La mirada glacial del dragón se cruzó con la de Adara, y la pequeña corrió hacia él, trepó por su ala y lo abrazó. Sabía que tenía que darse prisa. El dragón de hielo parecía más pequeño que nunca, y comprendió que se debía al calor del verano.

—Deprisa, dragón —susurró—. Llévame al país del invierno eterno. No volveremos nunca jamás. Te construiré el mejor castillo de todos, cuidaré de ti y te montaré todos los días. Llévame, dragón, llévame a casa contigo.

El dragón de hielo la oyó y comprendió. Sus amplias alas transparentes se desplegaron y agitaron el aire, y unos cortantes vientos árticos aullaron a través de los campos estivales. Se elevaron. Lejos de la cueva. Lejos del río. Por encima del bosque. Arriba y arriba. El dragón de hielo giró hacia el norte. Adara vislumbró la granja de su padre, pero era muy pequeña y se volvía cada vez más pequeña. Se situaron de espaldas a ella y ascendieron.

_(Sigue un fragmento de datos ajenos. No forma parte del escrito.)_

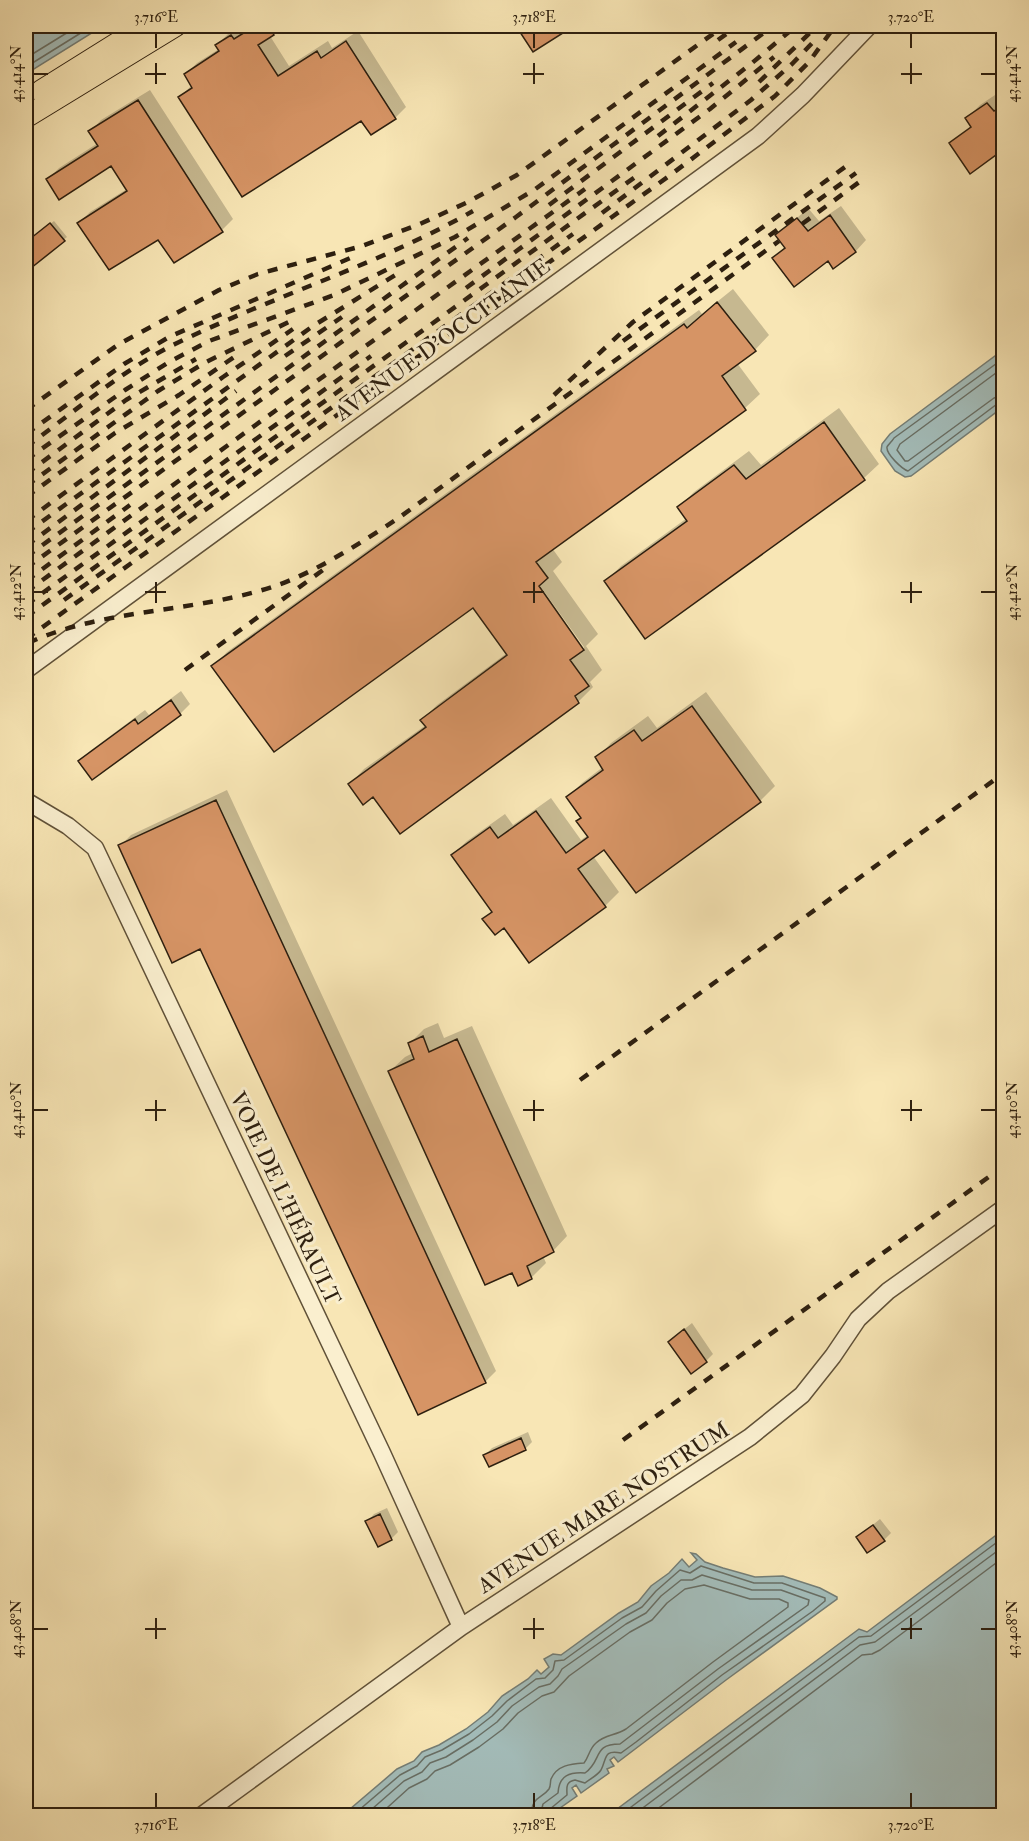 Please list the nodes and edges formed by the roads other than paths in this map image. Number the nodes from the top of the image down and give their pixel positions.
1 (145, 26) edge
2 (175, 26) edge
3 (869, 26) edge
4 (26, 100) edge
5 (26, 117) edge
6 (26, 670) edge
7 (26, 801) edge
8 (26, 807) edge
9 (42, 811) junction
10 (1004, 1208) edge
11 (461, 1627) junction
12 (201, 1815) edge

1 - 4 main road
2 - 5 main road
3 - 6 street, AVENUE D'OCCITANIE
7 - 9 street
8 - 9 street
9 - 11 street, VOIE DE L'HÉRAULT
10 - 11 street, AVENUE MARE NOSTRUM
11 - 12 street, AVENUE MARE NOSTRUM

Entonces un sonido llegó a los oídos de Adara. Un sonido imposible, un sonido demasiado tenue y lejano para que ella lo oyera, sobre todo por encima del batir de las alas del dragón. Pero lo oyó de todas formas. Oyó el grito de su padre.

Unas lágrimas calientes le corrieron por las mejillas y, al caer sobre el lomo del dragón, abrieron unos hoyuelos en la escarcha. De pronto, le empezó a escocer el frío bajo las manos, y al apartar una mano vio la marca que había dejado en el pescuezo del dragón. Se asustó, pero siguió agarrada.

—Da la vuelta —susurró—. Por favor, dragón, llévame de vuelta.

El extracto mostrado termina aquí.